PORT-AU-PRINCE – Le bureau de communication de la présidence a convoqué les journalistes pour un point de presse sur le covid-19 jeudi à 16 h 30. Plus de trois heures se sont écoulés avant que le chef de l’État ne s’adresse à la nation. Entre-temps, des sources au palais ont indiqué que le chef de l’Etat conduisait un Conseil des ministres spécial sur la pandémie. Le message du président était déjà sur son télé-prompteur.

À 6h 09 précisément, le journaliste Garry Pierre Paul Charles lâche la bombe. Le coronavirus est dans nos murs. Parallèlement, l’atmosphère au Palais national était devenu différent. Des membres du bureau de communication, au pas de course, font des allers-retours pour corriger, modifier ou encore ajuster l’adresse à la nation du chef de l’État. Après une trentaine de minutes, les ministres et secrétaires d’État prennent place dans la salle où Jovenel Moïse doit prendre la parole. Ils dévissent. L’un d’entre eux regarde son téléphone et soupire « bagay la pran lari », comme pour faire allusion à la nouvelle du jour. Marie Greta Roy Clément, la ministre de la santé, elle, le visage fermé, les yeux rougis, se met en retrait. L’air un peu paniquée.

19 h 39, Jovenel Moïse fait son entrée dans la salle. Il est entouré de ministres, de secrétaires d’État, de directeurs généraux, entre autres. Une batterie de grands commis de l’Etat entassés comme des sardines dans une petite salle. Une image qui tranche avec le principe de distanciation sociale, fortement suggérée pour éviter la contamination. Un des ministres finira par voler la vedette au président Moïse, car il n’a eu cesse de tousser. En quelques secondes, Jovenel Moïse a confirmé ce que l’on redoutait. « Selon les derniers résultats des tests effectués au Laboratoire national, nous avons enregistré 2 premiers cas de coronavirus en Haïti », a déclaré le chef de l’État. Le président n’a pas donné plus de précisions sur ces deux cas, encore moins sur le nombre de personnes que ces deux porteurs auraient rencontré. Aucune nouvelle non plus sur la prise en charge de ces cas de contamination importés ni sur ce qui se fera en cas de contamination communautaire.
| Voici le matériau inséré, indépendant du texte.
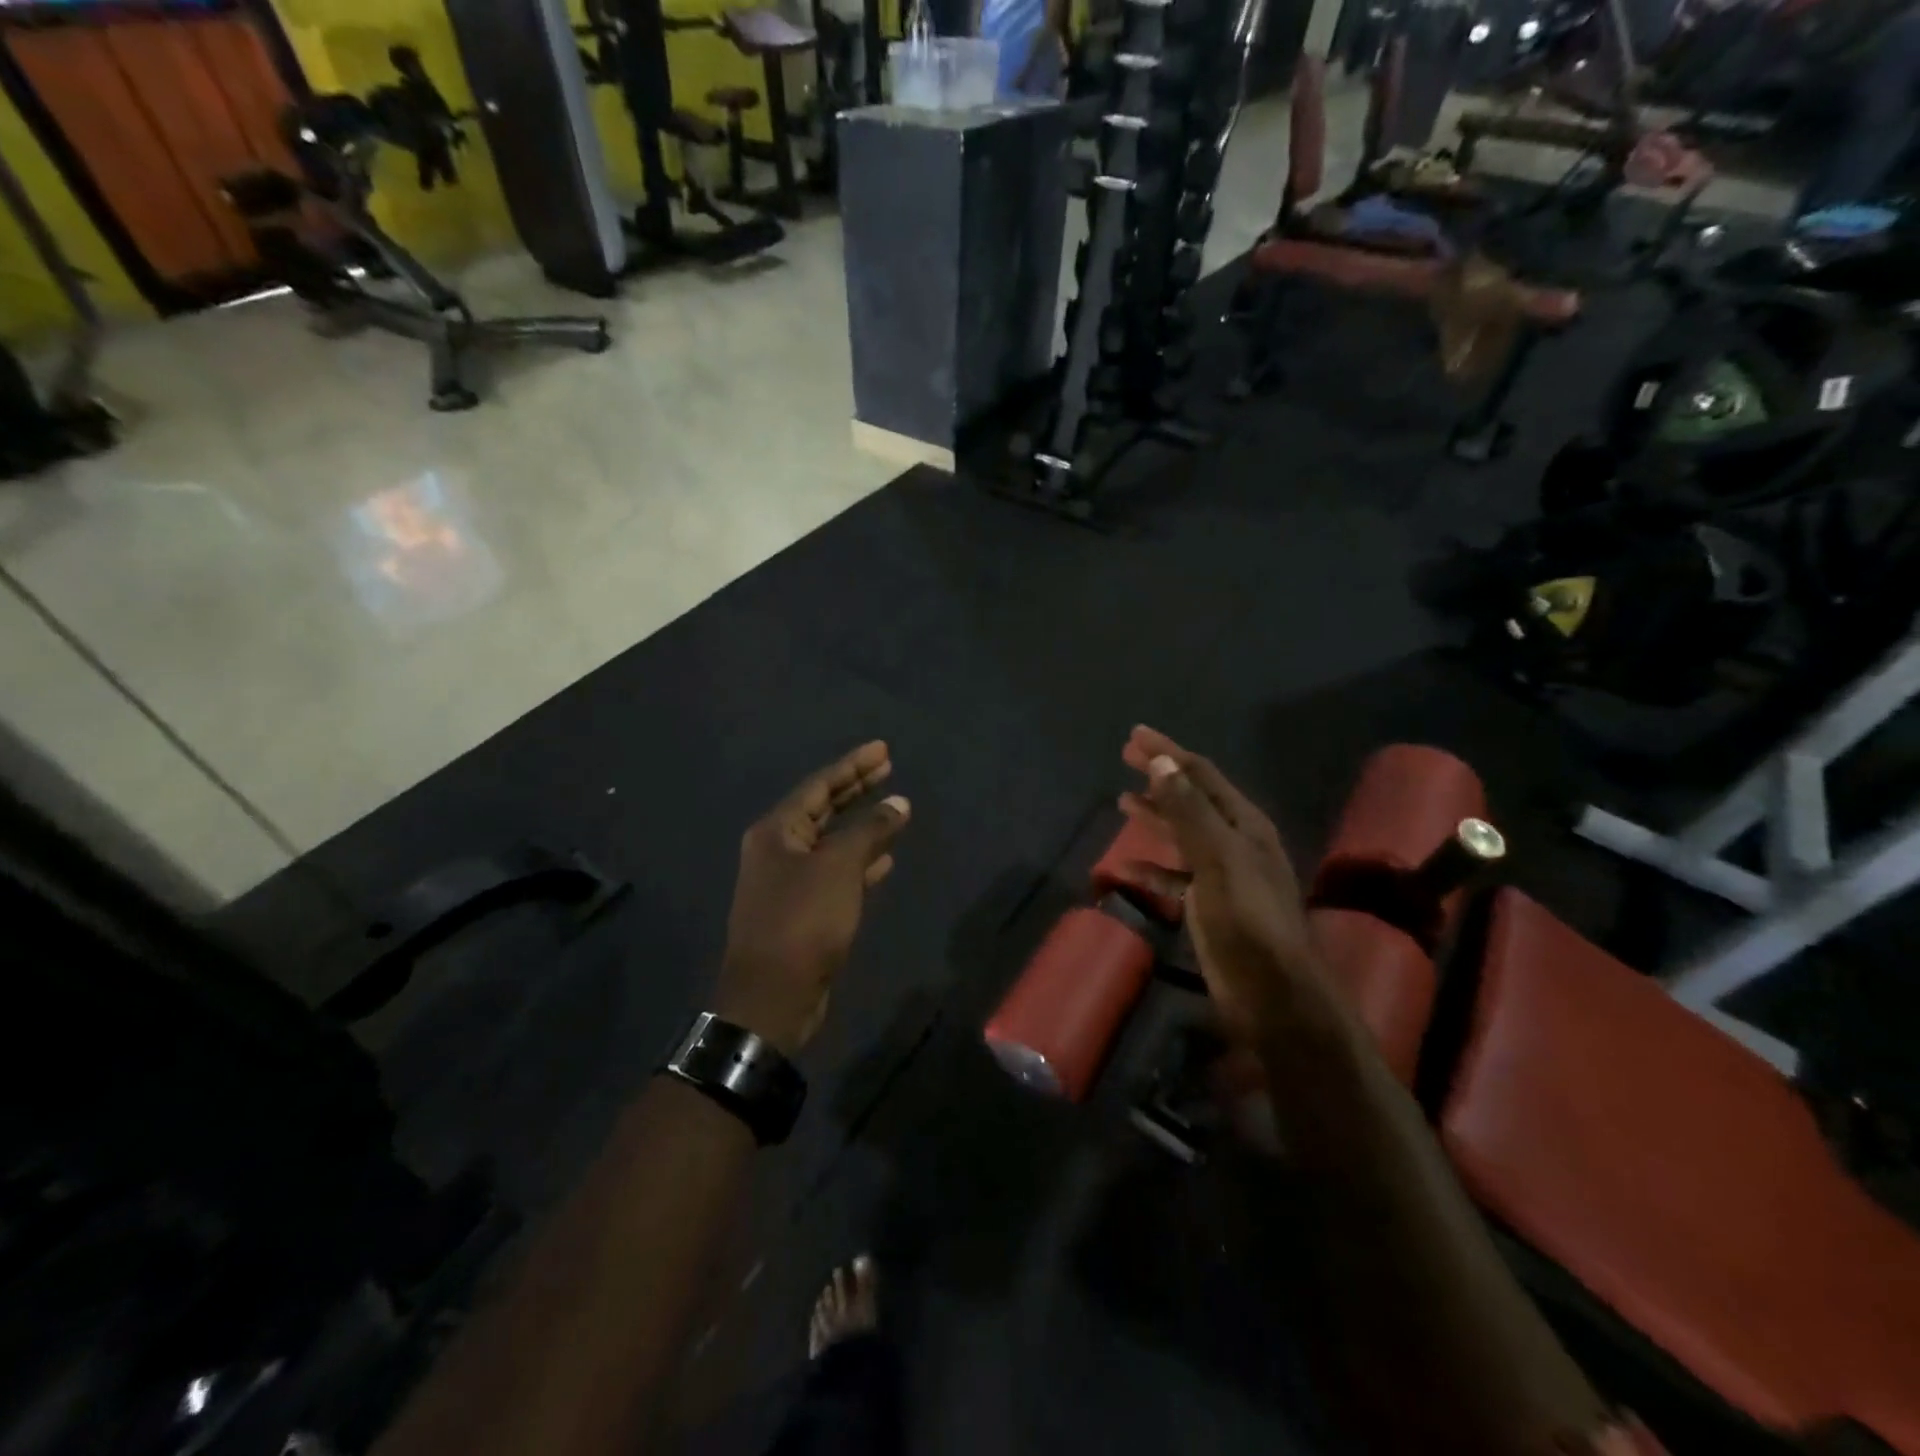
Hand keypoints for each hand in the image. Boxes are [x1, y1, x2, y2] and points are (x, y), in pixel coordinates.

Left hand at [716, 742, 910, 1054]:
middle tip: (888, 768)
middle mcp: (777, 850)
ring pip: (831, 841)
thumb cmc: (803, 921)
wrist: (773, 996)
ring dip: (861, 825)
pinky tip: (885, 858)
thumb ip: (870, 830)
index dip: (852, 766)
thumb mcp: (839, 868)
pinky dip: (860, 861)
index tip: (883, 750)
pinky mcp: (803, 909)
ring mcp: (789, 881)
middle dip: (856, 789)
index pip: (819, 786)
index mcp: (776, 831)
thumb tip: (899, 803)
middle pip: (823, 809)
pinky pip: (835, 872)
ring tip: (894, 808)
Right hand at [1118, 727, 1325, 1045]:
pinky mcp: (1210, 906)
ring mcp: (1223, 875)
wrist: (1272, 993)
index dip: (1168, 752)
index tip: (1134, 735)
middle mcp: (1236, 842)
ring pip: (1183, 835)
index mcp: (1244, 824)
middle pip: (1192, 798)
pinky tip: (1128, 867)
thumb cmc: (1247, 920)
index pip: (1201, 774)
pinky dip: (1153, 868)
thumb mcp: (1218, 859)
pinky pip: (1175, 876)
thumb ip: (1189, 811)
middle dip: (1161, 776)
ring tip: (1123, 802)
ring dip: (1156, 816)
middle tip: (1126, 757)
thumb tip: (1162, 762)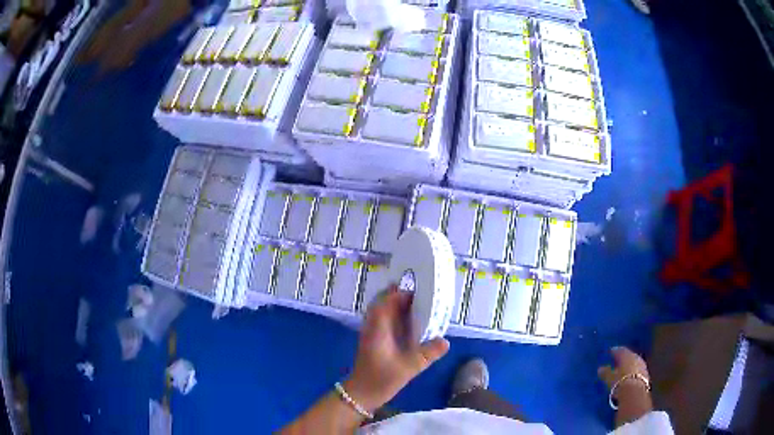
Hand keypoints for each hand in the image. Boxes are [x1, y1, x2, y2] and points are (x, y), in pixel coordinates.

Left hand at [344, 286, 449, 411]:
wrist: (362, 393)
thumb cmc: (381, 379)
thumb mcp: (408, 368)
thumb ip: (427, 354)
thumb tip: (446, 341)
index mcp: (378, 328)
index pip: (387, 301)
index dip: (402, 293)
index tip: (421, 290)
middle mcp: (373, 326)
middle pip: (383, 302)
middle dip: (400, 295)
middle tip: (422, 294)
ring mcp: (372, 332)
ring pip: (383, 310)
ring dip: (397, 304)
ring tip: (419, 304)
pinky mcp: (374, 340)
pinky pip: (384, 320)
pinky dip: (396, 315)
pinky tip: (410, 322)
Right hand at [597, 346, 649, 394]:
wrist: (634, 394)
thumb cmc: (620, 382)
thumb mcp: (609, 378)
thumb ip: (605, 372)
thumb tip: (600, 368)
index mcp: (627, 355)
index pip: (620, 350)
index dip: (614, 351)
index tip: (609, 352)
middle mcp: (636, 358)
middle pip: (628, 356)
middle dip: (622, 359)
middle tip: (615, 362)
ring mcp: (642, 366)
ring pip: (634, 364)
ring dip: (628, 367)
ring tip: (621, 372)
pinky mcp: (645, 376)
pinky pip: (636, 372)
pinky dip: (631, 373)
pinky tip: (627, 379)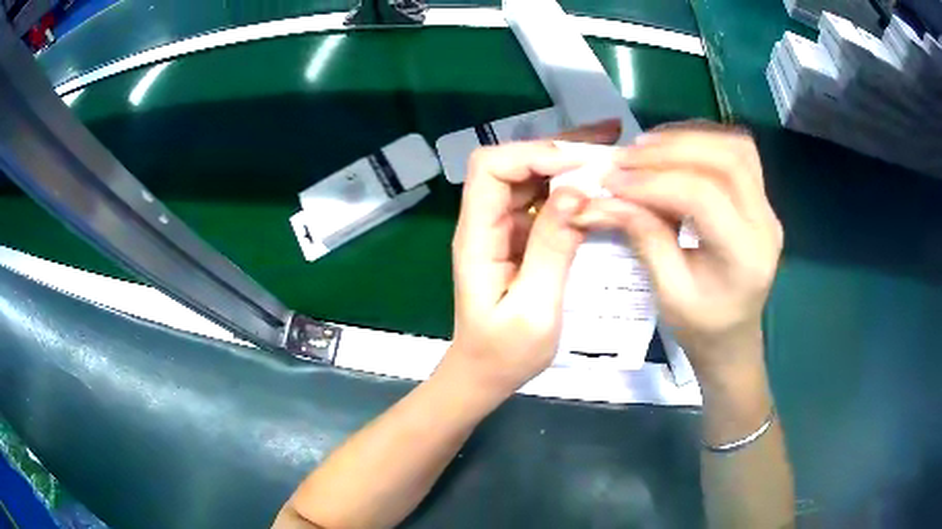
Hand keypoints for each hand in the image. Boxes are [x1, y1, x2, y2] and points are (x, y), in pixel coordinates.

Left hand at [444, 122, 619, 396]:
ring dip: (568, 160)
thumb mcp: (534, 309)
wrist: (486, 373)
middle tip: (610, 137)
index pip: (490, 168)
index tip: (582, 165)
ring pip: (530, 177)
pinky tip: (599, 184)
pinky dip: (570, 186)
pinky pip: (542, 200)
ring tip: (612, 150)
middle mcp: (485, 222)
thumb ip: (552, 250)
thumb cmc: (505, 352)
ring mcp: (502, 228)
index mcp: (477, 236)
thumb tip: (576, 192)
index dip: (533, 154)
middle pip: (512, 163)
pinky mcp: (519, 238)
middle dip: (559, 147)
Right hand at [573, 123, 782, 380]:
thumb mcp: (668, 292)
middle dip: (672, 149)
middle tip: (627, 156)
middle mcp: (765, 223)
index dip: (654, 182)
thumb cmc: (701, 327)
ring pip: (736, 147)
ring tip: (646, 148)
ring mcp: (767, 207)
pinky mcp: (760, 198)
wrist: (734, 337)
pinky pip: (736, 152)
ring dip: (689, 138)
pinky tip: (672, 150)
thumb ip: (643, 237)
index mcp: (745, 256)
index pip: (703, 197)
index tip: (612, 181)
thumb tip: (604, 197)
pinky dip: (701, 141)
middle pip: (728, 159)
Le locataire du Palais national a poursuivi en décrétant l’état d’urgence sanitaire pour une période de 1 mois. Un train de mesures a été annoncé par le président de la République. « Le pays passe automatiquement à la phase 2 de l’épidémie. Les écoles, les centres de formation professionnelle, les universités seront fermés dès ce vendredi. L’Etat a pris toutes les dispositions pour fermer les usines de la sous-traitance à partir de ce vendredi. Le gouvernement déclare un couvre-feu sur toute l’étendue du territoire national entre 8h du soir et 5h du matin à partir de ce vendredi. Nous avons créé un conseil scientifique pour éclairer les décisions publiques. Le gouvernement interdit sur toute l’étendue du territoire les rencontres, réunions et rassemblements de plus de 10 participants. Pour assurer la continuité dans les services publics et pour protéger les employés de l’État, nous demandons aux ministres, directeurs généraux, etc. de faire respecter la distanciation sociale. Le gouvernement décide d’adopter une rotation hebdomadaire de 50 % du personnel non-essentiel de l’administration publique. L’autre moitié devra faire le télé-travail. Un groupe de travail spécial est créé pour analyser et recommander au gouvernement des mesures qui permettront de faire face aux impacts économiques de la pandémie. Ce soir, à partir de minuit, tous les ports et aéroports du pays seront fermés jusqu’à nouvel ordre pour le transport des personnes. Le transport des marchandises est toujours autorisé », a détaillé Jovenel Moïse.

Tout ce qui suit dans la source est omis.